Worrying depictions of LGBTI community spark concern
A recent survey conducted by Mediacentar Sarajevo on the nature of media coverage of LGBTI+ topics in Bosnia and Herzegovina show that there is a need for higher standards in reporting among journalists. The survey results highlight that there is growing misinformation, speculation, sensationalism and one-sided stories being published regarding the LGBTI+ community, namely, the organisation noted that journalists fail to verify information prior to publication, which can lead to stories that inflame prejudice against LGBTI+ people in Bosnia and Herzegovina. In an illustration of the severity of the situation, the research found that just 9.3% of people agree with the statement that "BiH media objectively report on LGBTI+ topics" while 55.8% of people neither agreed nor disagreed and 34.9% disagreed with this statement.
In particular, the survey reflected that this environment has influenced the views and decisions of the members of the LGBTI+ community on their perception of safety in the country as well as the activities of some LGBTI+ CSOs. The report concluded that there is a need for greater responsibility among journalists and the media when reporting on these sensitive issues and in order to safeguard the rights of minority communities.
The end of 2019 and start of 2020 saw a number of protests held across the country. Below are some indicative examples:
- In December 2019, citizens held protests to close the garbage disposal landfill Uborak.

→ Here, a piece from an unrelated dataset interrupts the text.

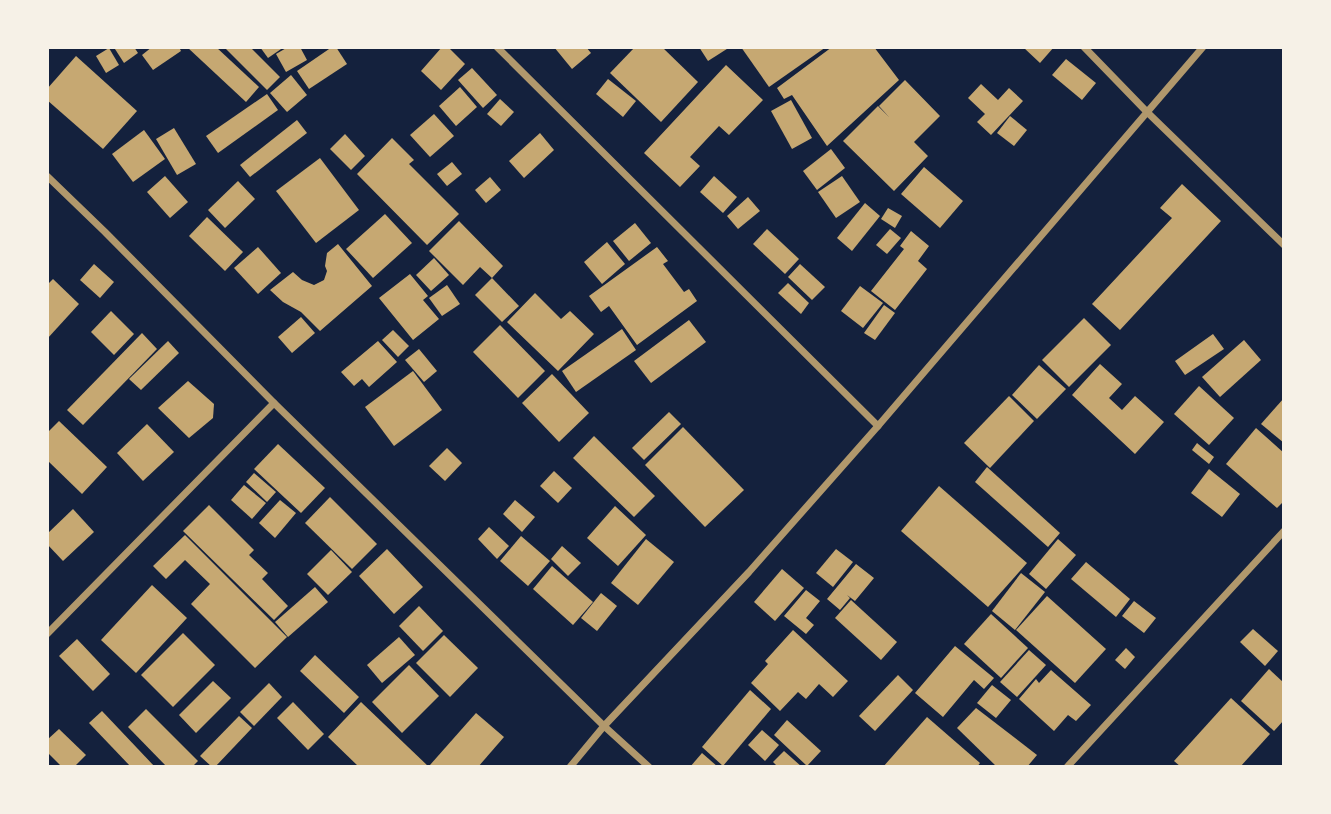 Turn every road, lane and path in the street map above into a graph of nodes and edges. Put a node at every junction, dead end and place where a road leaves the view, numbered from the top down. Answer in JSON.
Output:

However, after a five day blockade, the police from Mostar forcefully unblocked the entrance to the landfill, leaving five protesters in need of medical help. Protests were held again in January 2020 when demonstrators blocked the roads leading to the landfill for several hours in order to alert the local authorities to take their requests seriously and to show that they can act despite the police being there to secure the landfill.
- Dozens of people gathered for a peaceful protest in Sarajevo at dangerously high levels of air pollution, which saw Sarajevo named as one of the world’s most polluted cities. Dissatisfied at the lack of adequate response from the authorities, citizens gathered in front of the Cantonal government building, asking for an urgent plan for a long-term solution to this problem.
- Two protest rallies took place in Banja Luka in relation to Republika Srpska Minister of Interior, Dragan Lukac. One of them was organised by opposition members seeking the dismissal of Lukac after an incident at a parliamentary session. On the other hand, the second gathering was held in support of the Interior Minister and was organised by veterans’ associations. Both protests were held at a location only a few meters away, and police approved both rallies. Several thousand people attended the protests, although official figures downplayed attendance by saying that only 700 people gathered. There were no reported incidents.
- 20 employees of the Public Utility Company "Zenicatrans Passenger Transport" began a strike on 31st December 2019, because they have not received salaries since October 2019. On 7th January 2020, some of the employees began a hunger strike in the lobby of a bus station in Zenica, thus blocking the public transportation in the city.
- On 9th January 2020, in Banja Luka, a commemoration march was held for the unconstitutional Republika Srpska Day, mostly by members of the Ministry of the Interior, who attended the march wearing army battle dress. Around 2400 participants attended the march. However, other ethnic groups in the country criticised the event and asked for the organisers to be punished, as march celebrates an action that triggered the country’s devastating war in the 1990s.
- Around 100 health workers protested in front of the Sarajevo Canton Government demanding salary adjustments for all employees in cantonal health care institutions. This was the second protest gathering of health workers since 2nd September 2020, when they went on strike.
- After the arrest of the Turkish national and director of Richmond Park College in Bihac on charges of threatening B&H's national security (the details of these threatening actions were never released), his family, colleagues and students in Bihac held a peaceful protest to demand his release.